Schaut euch hier Stevie Wonder beim Performen von Superstition an:
Und natürlich ist da Wonders außergewöhnliche Stimme, die die Songs voranträgt und einem beim Hören stets das Gefühl gibt, sie führe einen an der Hand durch die Welt. Voller Energie ist sie und man kann nicht anders als sich anstecken zu lassen: von Wonders Lebensfreude, seiner Verknalltheit und seinen schönen Texten.

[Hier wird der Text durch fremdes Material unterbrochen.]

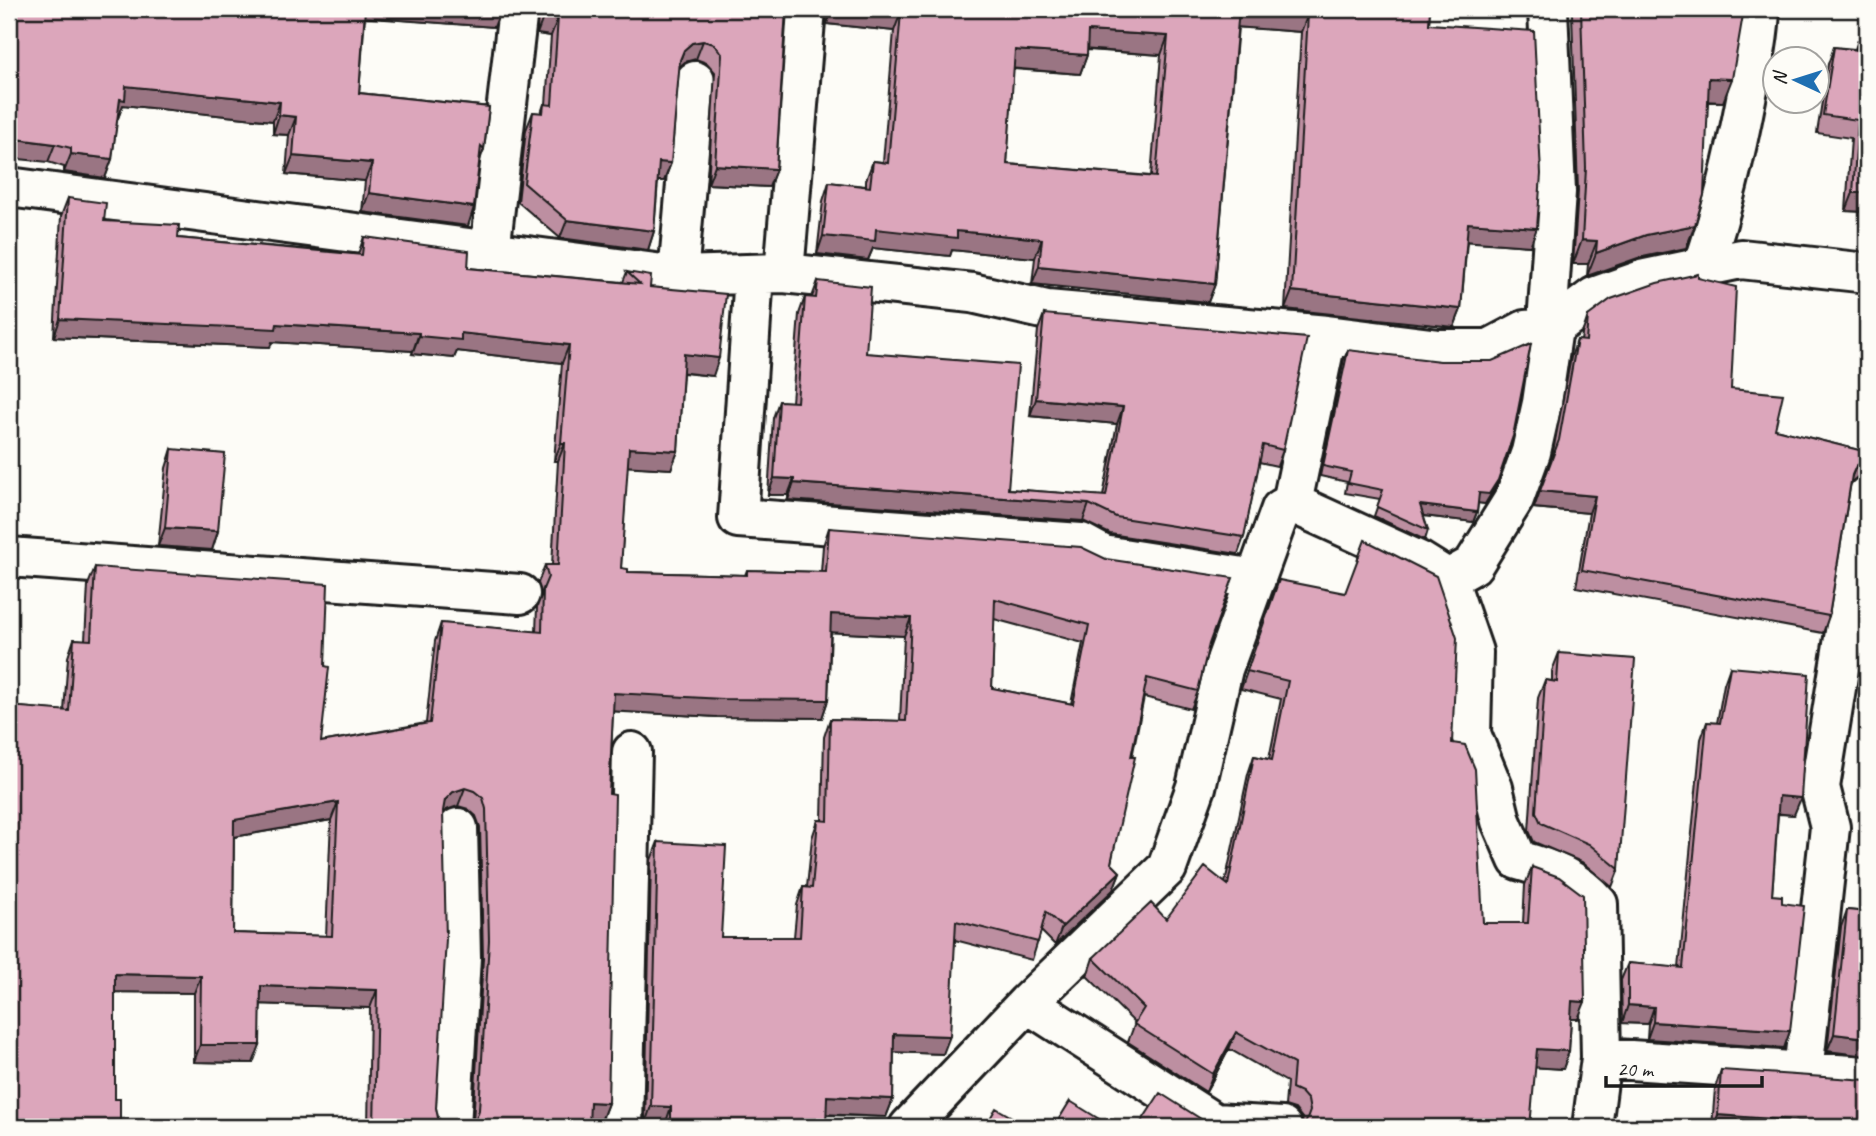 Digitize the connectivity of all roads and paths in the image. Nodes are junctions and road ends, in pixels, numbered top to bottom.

Das Albumcover zeigt den damals gerade 22-Jährigen in einem weinroten Afghan in sandigem Gebirge sitzen, dazu reich mit Schmuck behangen und die Haare zu Cornrows geflochten. Ganz entgegen dieser eher kontemplativen Stimmung sprudeln Wonders Songs wie eine Sodaclub-Flasche mit Überdruck.
Manche munkeln, Talking Book sei der größte Wurf Stevie Wonders gewesen – eine Karriere nicht gerade knapp an Höhepunkten. Doch es ist etwas dran: Nie klang Wonder entspannter, stimmiger, mehr auf der Höhe seiner technischen Fähigkeiten und – vielleicht noch wichtiger, nie klang er verliebter. Dieser wundersame Schwebezustand ermöglicht einem Künstler ja überhaupt erst geniemäßig – Pardon – so richtig die Sau rauszulassen. Geheimnisvoll liest sich auch die Widmung der ersten Pressungen der Platte: “Here is my music. It is all I have to tell you how I feel. Know that your love keeps my love strong.” Wenn Stevie das glaubt, hach, dann können wir es auch.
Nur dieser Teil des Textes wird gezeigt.